DNA is almost always unique to the person it belongs to, and while close relatives and family members will have very very similar DNA, there will almost always be tiny differences that make identification and tracing possible.

Who Discovered DNA and How!?

In 1869 a Swiss physician named Friedrich Miescher was the first person to study the substance that would eventually become known as DNA.

He noticed that there was a microscopic substance inside the pus that was left on used medical bandages, and was struck by the strangeness of this occurrence.

He initially named the substance Nuclein as this strange discovery was found in the nuclei of the cells, which at this time were known to scientists as a key part of the cellular structure.

However, the importance and nature of the discovery didn’t become apparent for some time.

It didn’t take very long however for DNA to be confirmed as the source of genetic heredity, and this was confirmed in 1952, less than a hundred years later than its initial discovery.

In 1953, two scientists named Francis Crick and James Watson discovered the now-famous double helix shape of DNA and notoriously claimed that they had “discovered the secret to life.”

All modern genetic science has stemmed from these discoveries, such as the famous Human Genome Project which ran in the late 90s and early 00s, and other key genetic science such as crop manipulation and STEM cell research.

Where Does DNA Come from?

As mentioned before, DNA is found in the nucleus of all organic cells and dictates the form and function of these cells. 

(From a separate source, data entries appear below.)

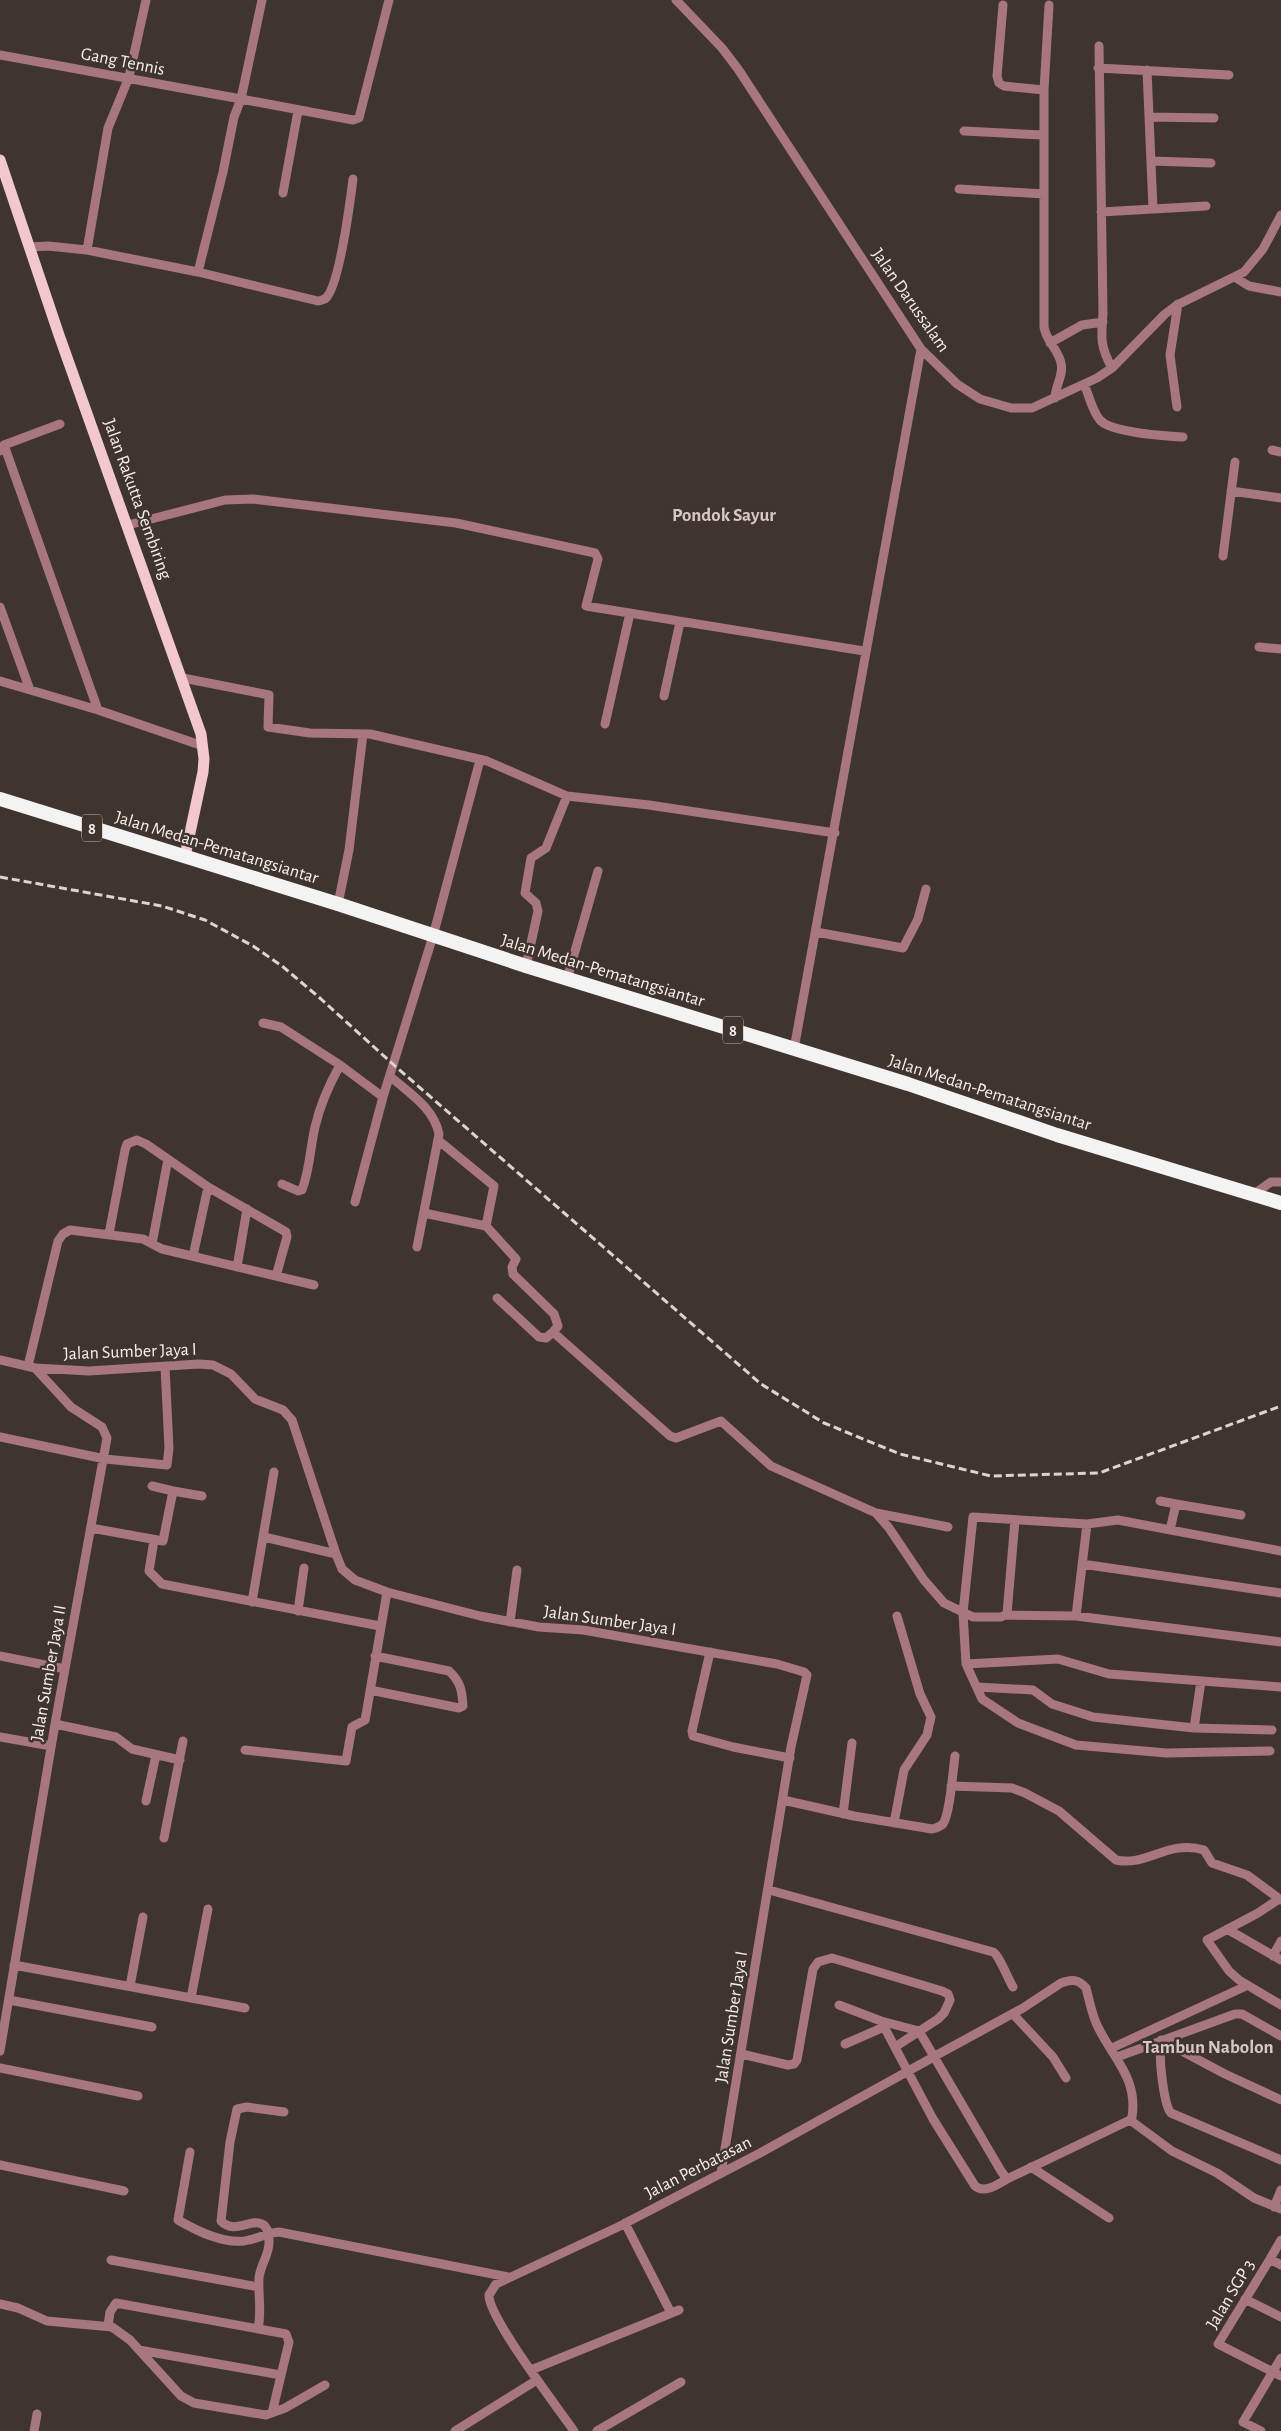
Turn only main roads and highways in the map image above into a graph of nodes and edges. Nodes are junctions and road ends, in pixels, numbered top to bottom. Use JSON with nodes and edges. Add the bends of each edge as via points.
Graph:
{"nodes":[{"id":1,"x":0,"y":160,"type":"edge"},
{"id":2,"x":0,"y":800,"type":"edge"},
{"id":3,"x":185,"y":856,"type":"junction"},
{"id":4,"x":1281,"y":1203,"type":"edge"}],
"edges":[{"from":1,"to":3,"type":"main road","name":"Jalan Rakutta Sembiring","via":[[201,734],[202,772]]},
{"from":2,"to":3,"type":"highway","name":"Jalan Medan-Pematangsiantar","number":"8"},
{"from":3,"to":4,"type":"highway","name":"Jalan Medan-Pematangsiantar","number":"8","via":[[908,1084],[1057,1135]]}]}
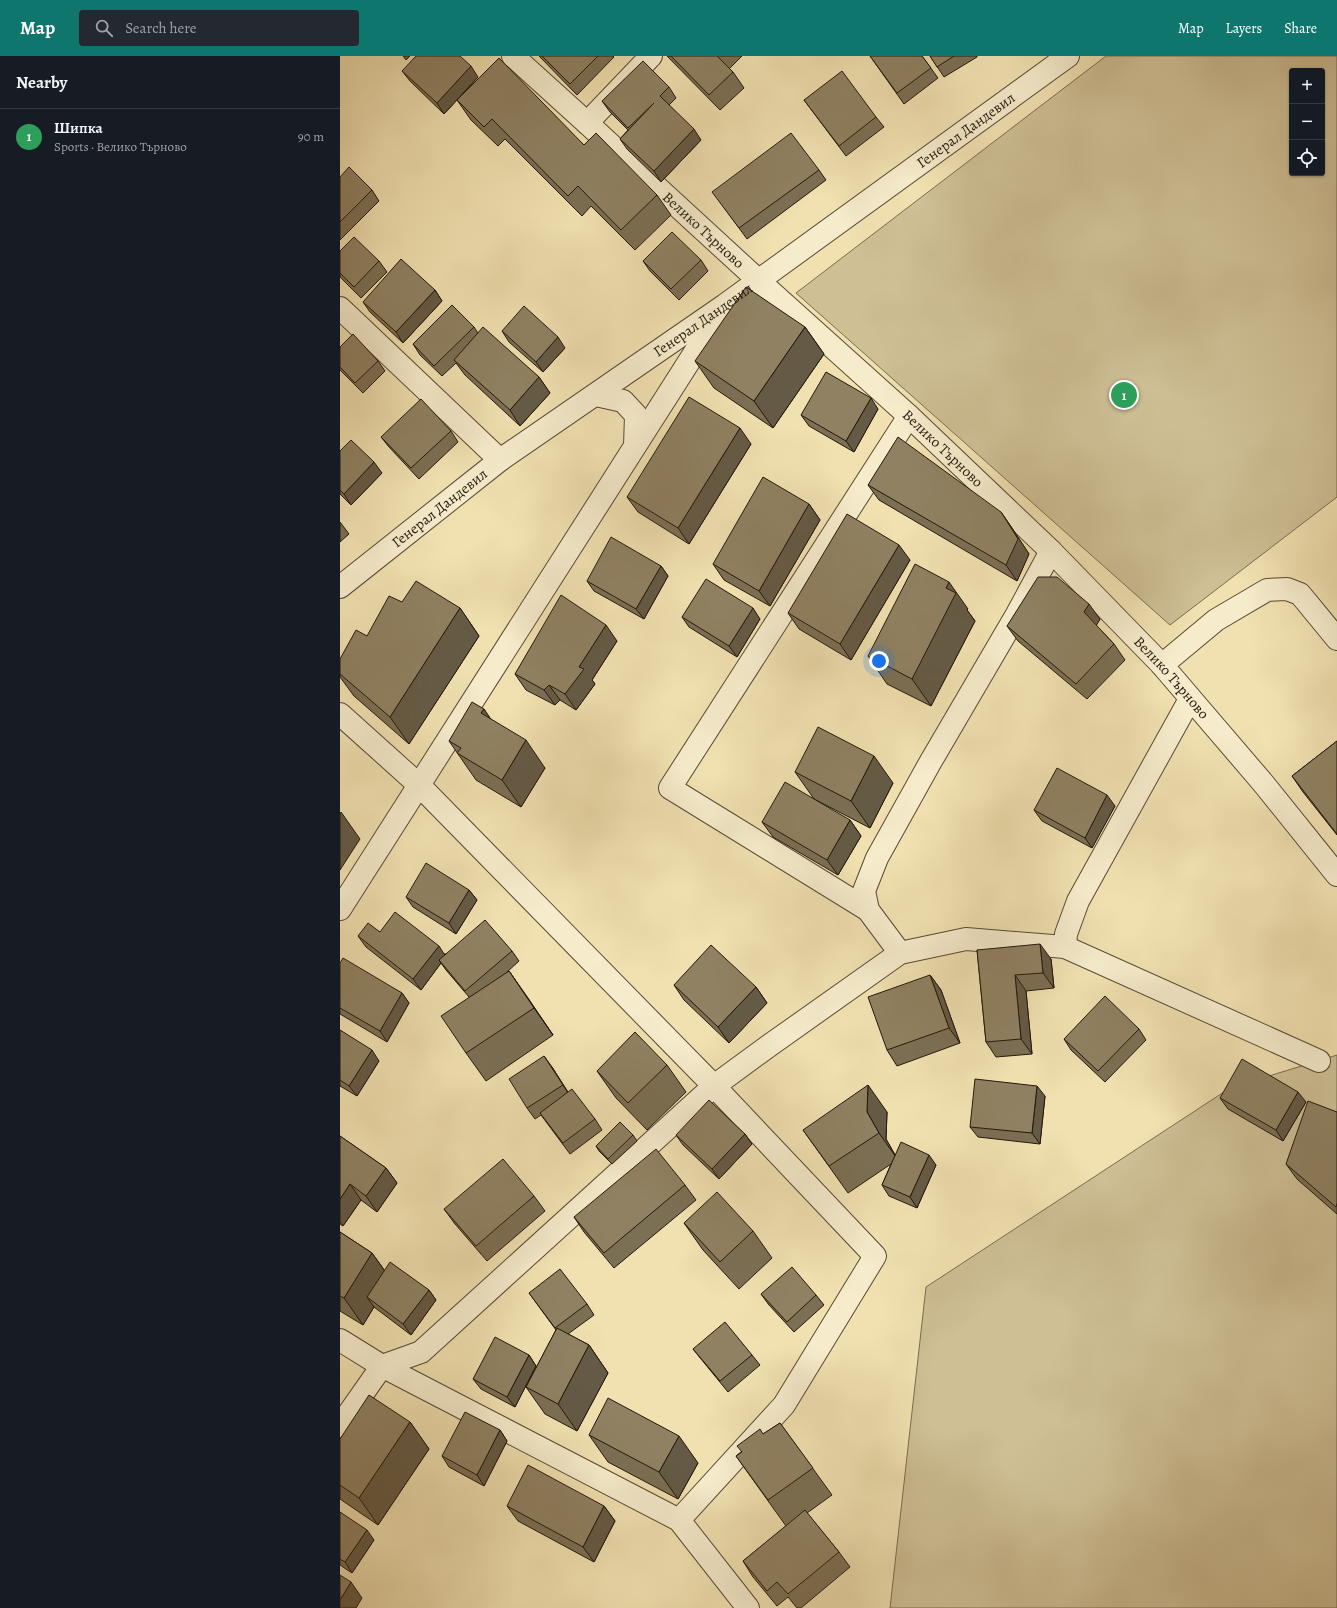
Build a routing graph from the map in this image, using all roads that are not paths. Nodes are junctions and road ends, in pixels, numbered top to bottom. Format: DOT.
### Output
graph roads {
  1 [pos="513,56"];
  2 [pos="651,56"];
  3 [pos="1068,56"];
  4 [pos="588,123"];
  5 [pos="759,281"];
  6 [pos="725,306"];
  7 [pos="340,308"];
  8 [pos="596,395"];
  9 [pos="909,416"];
  10 [pos="634,447"];
  11 [pos="500,460"];
  12 [pos="1051,551"];
  13 [pos="340,587"];
  14 [pos="1337,639"];
  15 [pos="1162,665"];
  16 [pos="1190,699"];
  17 [pos="340,714"];
  18 [pos="420,785"];
  19 [pos="1337,876"];
  20 [pos="340,909"];
  21 [pos="868,910"];
  22 [pos="1065,947"];
  23 [pos="900,953"];
  24 [pos="1319,1061"];
  25 [pos="714,1086"];
  26 [pos="340,1340"];
  27 [pos="382,1366"];
  28 [pos="340,1426"];
  29 [pos="679,1520"];
  30 [pos="748,1608"];
  1 -- 4 [label="street, Велико Търново"];
  2 -- 4 [label="street"];
  3 -- 5 [label="street, Генерал Дандевил"];
  4 -- 5 [label="street, Велико Търново"];
  5 -- 6 [label="street, Генерал Дандевил"];
  5 -- 9 [label="street, Велико Търново"];
  6 -- 8 [label="street, Генерал Дандевил"];
  6 -- 10 [label="street"];
  7 -- 11 [label="street"];
  8 -- 10 [label="street"];
  8 -- 11 [label="street, Генерал Дандевил"];
  9 -- 12 [label="street, Велико Търново"];
  9 -- 21 [label="street"];
  10 -- 18 [label="street"];
  11 -- 13 [label="street, Генерал Дандевил"];
  12 -- 15 [label="street, Велико Търново"];
  12 -- 21 [label="street"];
  14 -- 15 [label="street"];
  15 -- 16 [label="street, Велико Търново"];
  16 -- 19 [label="street, Велико Търново"];
  16 -- 22 [label="street"];
  17 -- 18 [label="street"];
  18 -- 20 [label="street"];
  18 -- 25 [label="street"];
  21 -- 23 [label="street"];
  22 -- 23 [label="street"];
  22 -- 24 [label="street"];
  23 -- 25 [label="street"];
  25 -- 27 [label="street"];
  25 -- 29 [label="street"];
  26 -- 27 [label="street"];
  27 -- 28 [label="street"];
  27 -- 29 [label="street"];
  29 -- 30 [label="street"];
}
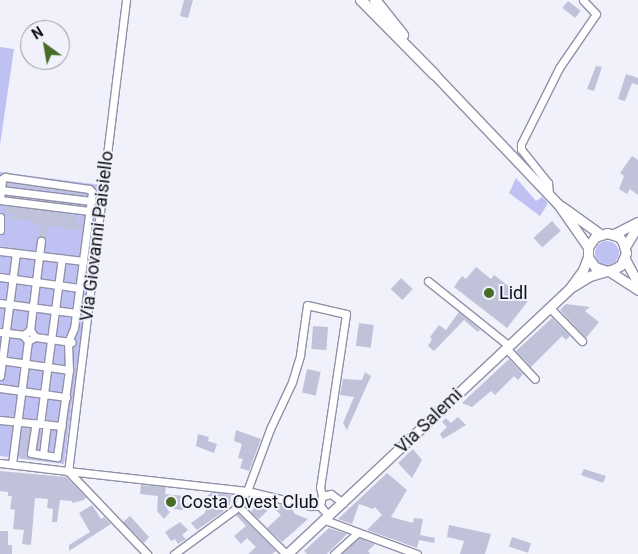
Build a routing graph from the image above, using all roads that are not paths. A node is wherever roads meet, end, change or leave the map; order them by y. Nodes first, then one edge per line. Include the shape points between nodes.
1 (126, 0) edge
2 (361, 0) edge
3 (368, 0) edge
4 (376, 0) edge
5 (584, 0) edge
6 (436, 75) junction
7 (1, 190) junction
8 (549, 194) junction
9 (0, 199) edge
10 (91, 201) junction
11 (558, 204) junction
12 (89, 211) junction
13 (0, 217) edge
14 (638, 223) edge
15 (0, 230) edge
16 (600, 234) junction
17 (614, 234) junction
18 (41, 241) dead end
19 (625, 247) junction
20 (0, 251) edge
21 (588, 252) junction
22 (16, 253) junction
23 (39, 255) junction
24 (62, 258) junction
25 (625, 259) junction
26 (82, 261) junction
27 (608, 271) junction
28 (0, 277) edge
29 (13, 279) junction
30 (428, 281) dead end
31 (36, 282) junction
32 (638, 283) edge
33 (58, 286) junction
34 (79, 288) junction
35 (570, 288) junction
36 (638, 290) edge
37 (0, 303) edge
38 (10, 305) junction
39 (33, 308) junction
40 (550, 308) junction
41 (54, 311) junction
42 (76, 314) junction
43 (2, 332) edge
44 (29, 338) junction
45 (50, 339) junction
46 (582, 341) dead end
47 (76, 343) junction
48 (508, 347) junction
49 (1, 360) edge
50 (26, 364) junction
51 (47, 367) junction
52 (69, 370) junction
53 (0, 376) edge
54 (535, 379) dead end
55 (0, 388) edge
56 (21, 391) junction
57 (44, 393) junction
58 (66, 397) junction
59 (0, 420) edge
60 (17, 421) junction
61 (41, 424) junction
62 (62, 426) junction
63 (43, 455) junction
64 (0, 463) edge
65 (12, 464) junction
66 (68, 471) junction
67 (248, 491) junction
68 (322, 496) junction
69 (343, 503) junction
70 (237, 505) junction
71 (320, 506) junction
72 (327, 518) junction
73 (357, 533) junction
74 (399, 552) edge
75 (288, 553) edge
76 (147, 554) edge
77 (174, 554) edge
78 (334, 554) edge
79 (417, 554) edge

1 - 47 street, Via Giovanni Paisiello
2 - 6 highway
3 - 6 highway
4 - 6 highway
5 - 8 street via 596,14 559,68 521,144 521,149 548,183
6 - 8 main road
7 - 9 street
7 - 10 street
7 - 10 street via 5,177 89,189
8 - 11 main road
9 - 12 street
10 - 12 street
11 - 16 main road
11 - 21 main road
12 - 26 street
13 - 15 street
14 - 17 main road
14 - 19 main road
16 - 17 main road
16 - 21 main road
17 - 19 main road
18 - 23 street
19 - 25 main road
20 - 22 street
21 - 27 main road via 595,267
21 - 35 main road via 583,270
22 - 23 street
22 - 29 street
23 - 24 street
23 - 31 street
24 - 26 street
24 - 33 street
25 - 27 main road via 618,268
25 - 32 main road
26 - 34 street
27 - 35 main road via 590,276
27 - 36 main road
28 - 29 street
29 - 31 street
29 - 38 street
30 - 48 street
31 - 33 street
31 - 39 street
33 - 34 street
33 - 41 street
34 - 42 street
35 - 40 main road, Via Salemi
37 - 38 street
38 - 39 street
38 - 43 street
39 - 41 street
39 - 44 street
40 - 46 street
40 - 48 main road, Via Salemi
41 - 42 street
41 - 45 street
42 - 47 street
43 - 44 street
43 - 49 street
44 - 45 street
44 - 50 street
45 - 47 street
45 - 51 street
47 - 52 street
47 - 66 street, Via Giovanni Paisiello
48 - 54 street
48 - 69 main road, Via Salemi
49 - 50 street
49 - 53 street
50 - 51 street
50 - 56 street
51 - 52 street
51 - 57 street
52 - 58 street
55 - 56 street
56 - 57 street
56 - 60 street
57 - 58 street
57 - 61 street
58 - 62 street
59 - 60 street
60 - 61 street
60 - 65 street
61 - 62 street
61 - 63 street
61 - 63 street via 31,453
62 - 63 street via 57,457
64 - 65 street
65 - 66 street
66 - 67 street
66 - 76 street
67 - 68 street via 270,429 295,373 307,305 346,314 320,487
67 - 70 street
67 - 71 street
68 - 69 street via 331,494
68 - 71 street
69 - 72 main road, Via Salemi
70 - 75 street
70 - 77 street
71 - 72 street
72 - 73 street
72 - 75 main road, Via Salemi
73 - 74 street
73 - 78 street
74 - 79 street

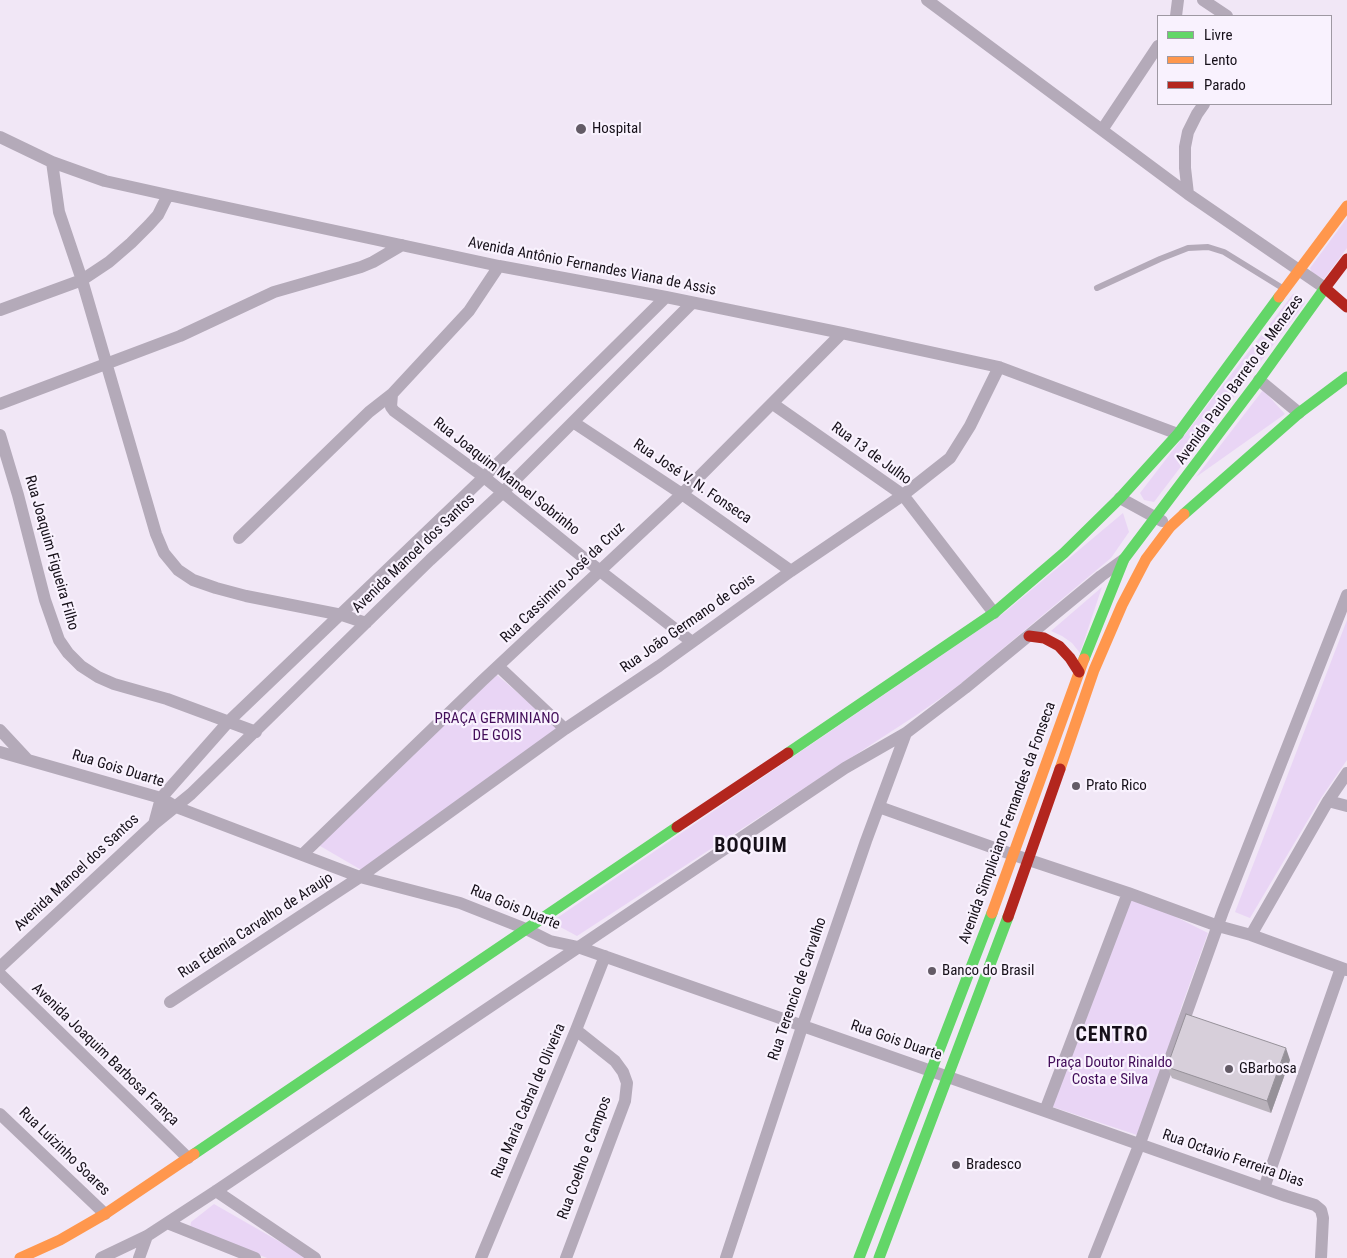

However, in a broader sense, DNA comes from your parents! Half of your genetic makeup comes from your mother and a half from your father, or your biological parents if you’re someone who was born via in-vitro fertilization.

This means that almost all your genetic material has been passed down through the generations, which is why family traits are so similar and passed down, from the shape of your nose and eyes to your skin color and even diseases and ailments.

There can be mutations and changes, however, and this is what leads to evolutionary adaptation.

How Much DNA do I Get from Each Parent?

You get half your DNA from one parent and a half from another, usually a biological male and female.

The genetic traits that are expressed can be a mixture of these depending on whether the traits are dominant or recessive and there is competition between these traits to determine which genes are expressed and which are dormant.